#### WHAT IS BEING ASKED
Please print the listing that follows word for word, but skip any pictures it holds.

#### PROVIDED RECORDS
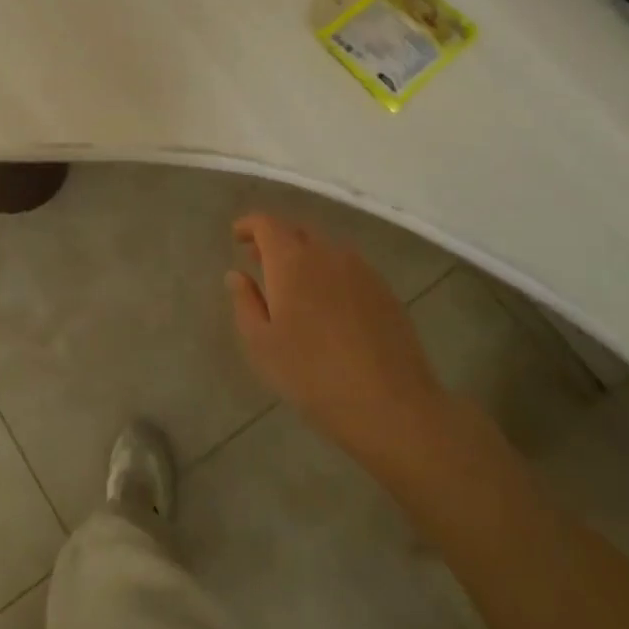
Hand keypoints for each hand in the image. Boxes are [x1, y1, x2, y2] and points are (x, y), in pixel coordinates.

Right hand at [225, 214, 448, 470]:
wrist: (391, 404)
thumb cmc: (312, 375)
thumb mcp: (262, 344)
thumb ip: (246, 302)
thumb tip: (237, 274)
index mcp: (292, 261)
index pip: (267, 223)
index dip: (250, 225)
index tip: (237, 236)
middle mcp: (327, 253)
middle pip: (298, 231)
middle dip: (276, 240)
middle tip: (260, 261)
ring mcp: (362, 270)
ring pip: (326, 249)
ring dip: (305, 256)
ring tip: (294, 285)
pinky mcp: (385, 290)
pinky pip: (349, 268)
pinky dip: (330, 273)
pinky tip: (329, 305)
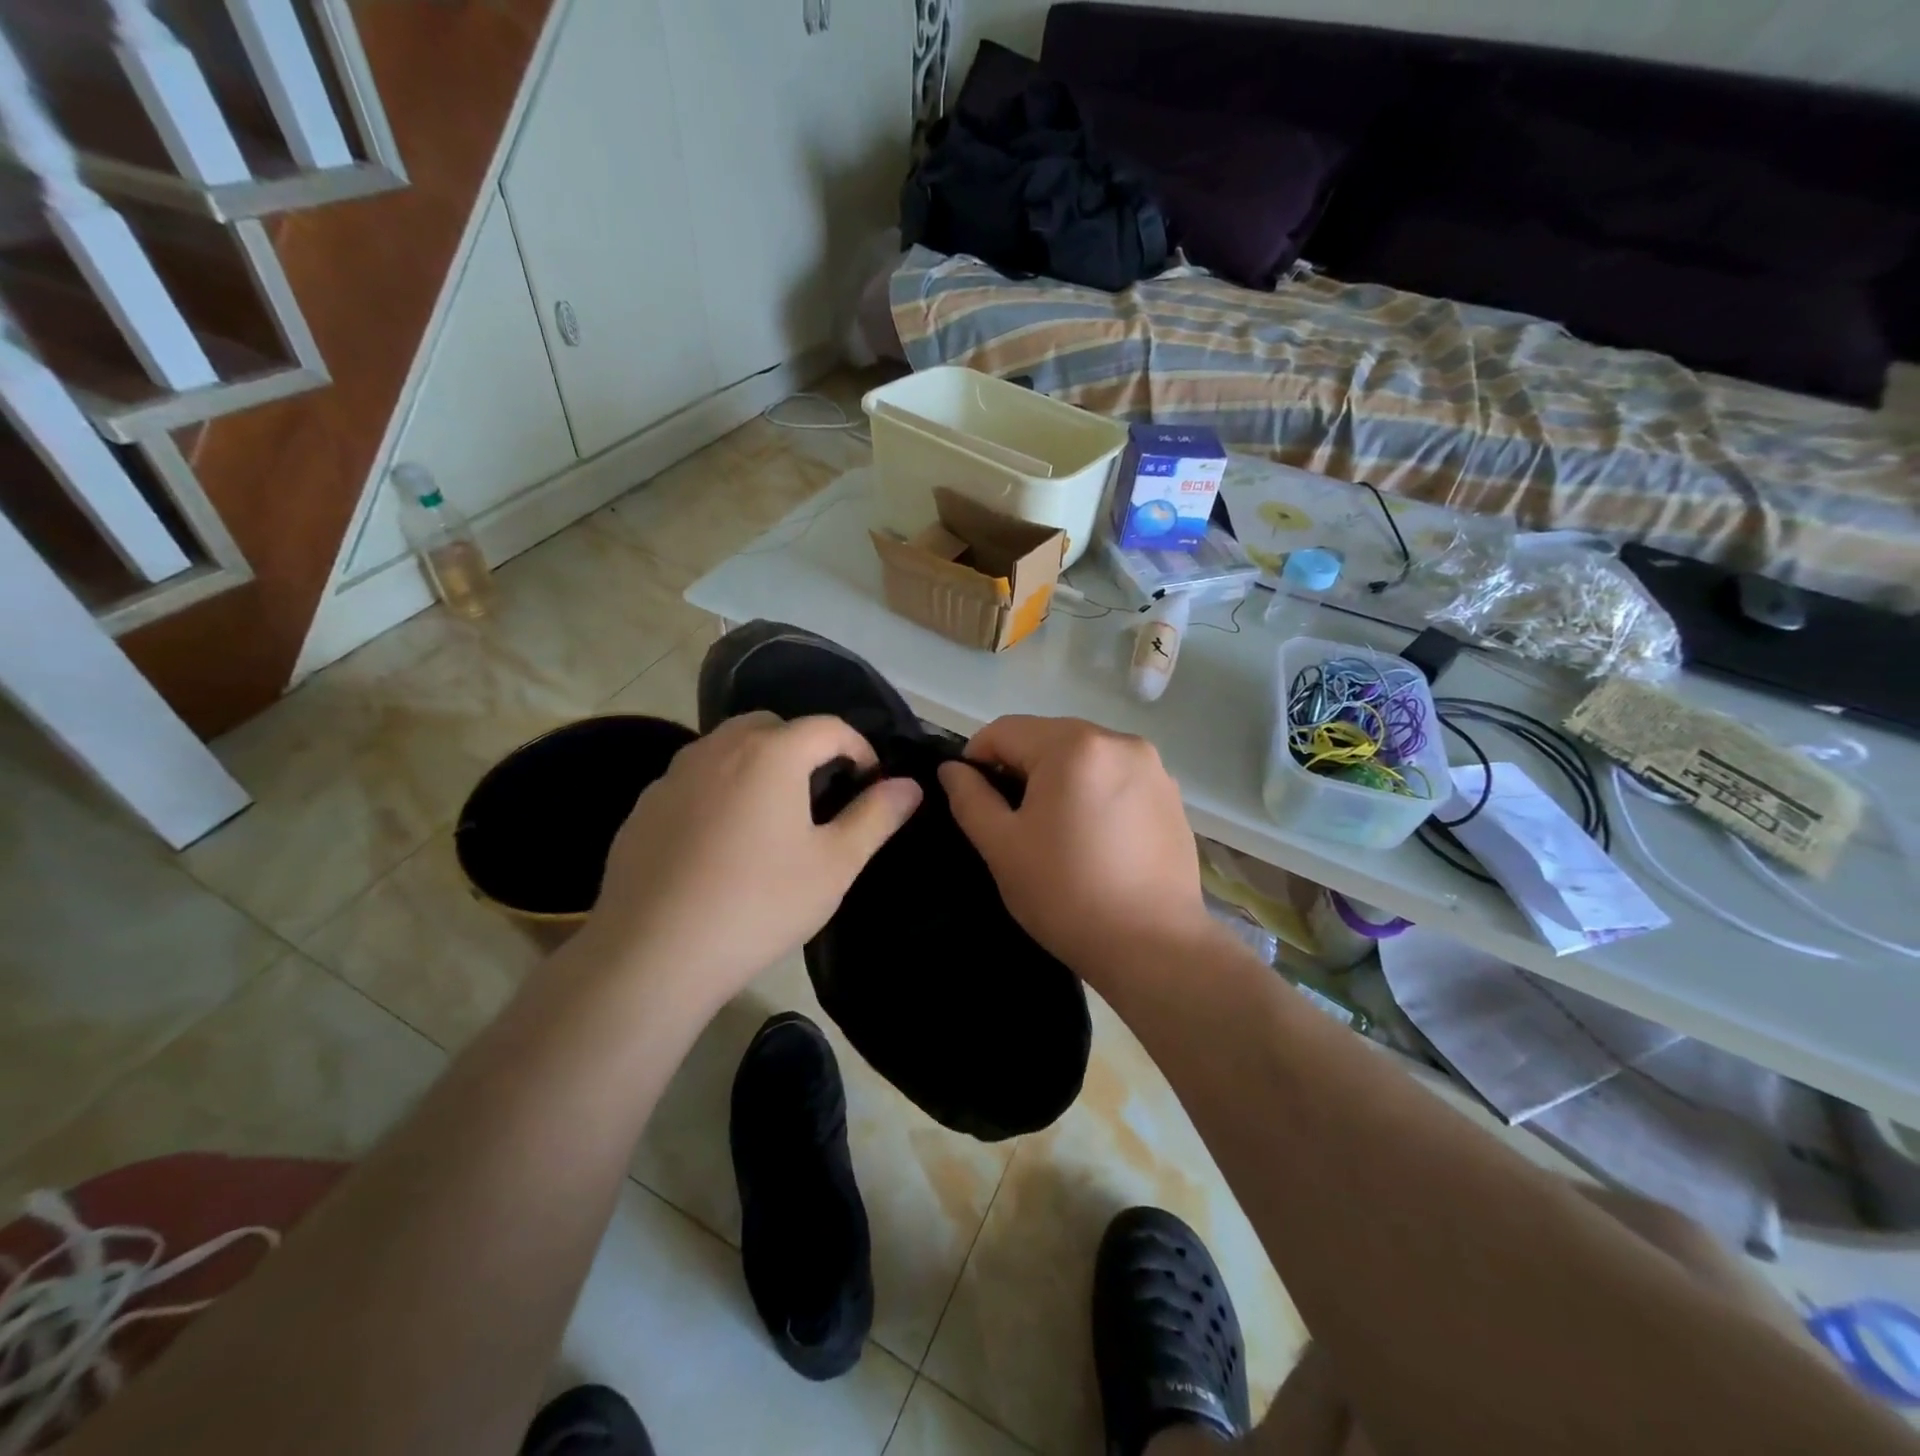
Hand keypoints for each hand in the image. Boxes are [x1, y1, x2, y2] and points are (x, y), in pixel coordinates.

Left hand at [585, 712, 921, 1008]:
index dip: (859, 748)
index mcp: (771, 753)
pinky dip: (719, 789)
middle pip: (773, 726)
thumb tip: (909, 785)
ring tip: (771, 815)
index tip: (869, 783)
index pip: (828, 726)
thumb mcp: (835, 865)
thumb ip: (876, 816)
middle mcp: (719, 748)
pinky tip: (720, 842)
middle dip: (805, 747)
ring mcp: (674, 775)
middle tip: (820, 794)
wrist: (653, 955)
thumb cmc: (759, 905)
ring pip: (728, 747)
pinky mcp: (645, 806)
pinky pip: (694, 779)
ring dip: (759, 764)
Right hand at [937, 715, 1212, 986]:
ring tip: (1057, 830)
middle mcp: (1118, 741)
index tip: (973, 798)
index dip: (977, 759)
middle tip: (1014, 819)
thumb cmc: (1066, 894)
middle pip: (1048, 737)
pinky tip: (1095, 836)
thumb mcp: (1002, 847)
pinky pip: (1116, 776)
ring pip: (1084, 756)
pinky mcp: (1171, 794)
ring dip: (1059, 778)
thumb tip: (952, 769)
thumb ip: (970, 798)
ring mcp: (1152, 766)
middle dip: (1021, 767)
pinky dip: (1095, 792)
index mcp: (1074, 746)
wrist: (1153, 947)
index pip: (1005, 730)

#### WRITTEN ANSWER
Hand keypoints for each hand in the image. Boxes are [x1, y1, x2, y2] and points are (x, y), in pixel coordinates.

Right hand at [225, 214, 448, 470]:
wrist: (391, 404)
thumb cmc: (312, 375)
thumb mcp: (262, 344)
thumb ip: (246, 302)
thumb tip: (237, 274)
index mcp: (292, 261)
index pip: (267, 223)
index dip: (250, 225)
index tip: (237, 236)
middle mcp: (327, 253)
middle pip: (298, 231)
middle dip: (276, 240)
middle tip: (260, 261)
ring mcp: (362, 270)
ring pip: (326, 249)
ring dip: (305, 256)
ring tip: (294, 285)
pinky mcp: (385, 290)
pinky pip: (349, 268)
pinky dip: (330, 273)
pinky tip: (329, 305)
Hand keypoints for each hand in the image. Boxes are [x1, y1, x2, y2] and points are (x, y), in pixel coordinates.

Left hand at [585, 712, 921, 1008]:
index dip: (859, 748)
index mcp: (771, 753)
pinky dip: (719, 789)
middle pip: (773, 726)
thumb tip: (909, 785)
ring tip: (771, 815)
index tip: (869, 783)
index pip: (828, 726)
thumb mcp: (835, 865)
thumb ip: (876, 816)
middle mcp: (719, 748)
pinky tip: (720, 842)
middle dip: (805, 747)
ring mcp: (674, 775)
middle tip: (820, 794)
wrist: (653, 955)
thumb cmc: (759, 905)
ring pip: (728, 747)
pinky mcp: (645, 806)
pinky pip: (694, 779)
ring dip: (759, 764)
Right hand at [937, 715, 1212, 986]:
ring tip: (1057, 830)
middle mcp: (1118, 741)
index tip: (973, 798)
index dip: (977, 759)
middle tip: (1014, 819)
thumb cmc: (1066, 894)
middle pip: (1048, 737)
pinky tip: (1095, 836)
thumb mcp: (1002, 847)
pinky pip: (1116, 776)
ring pip: (1084, 756)
pinky mcp: (1171, 794)
ring dip: (1059, 778)
thumb tip: (952, 769)
thumb ip: (970, 798)
ring mcp: (1152, 766)
middle dip: (1021, 767)
pinky dip: (1095, 792)
index mcp: (1074, 746)
wrist: (1153, 947)
index pip: (1005, 730)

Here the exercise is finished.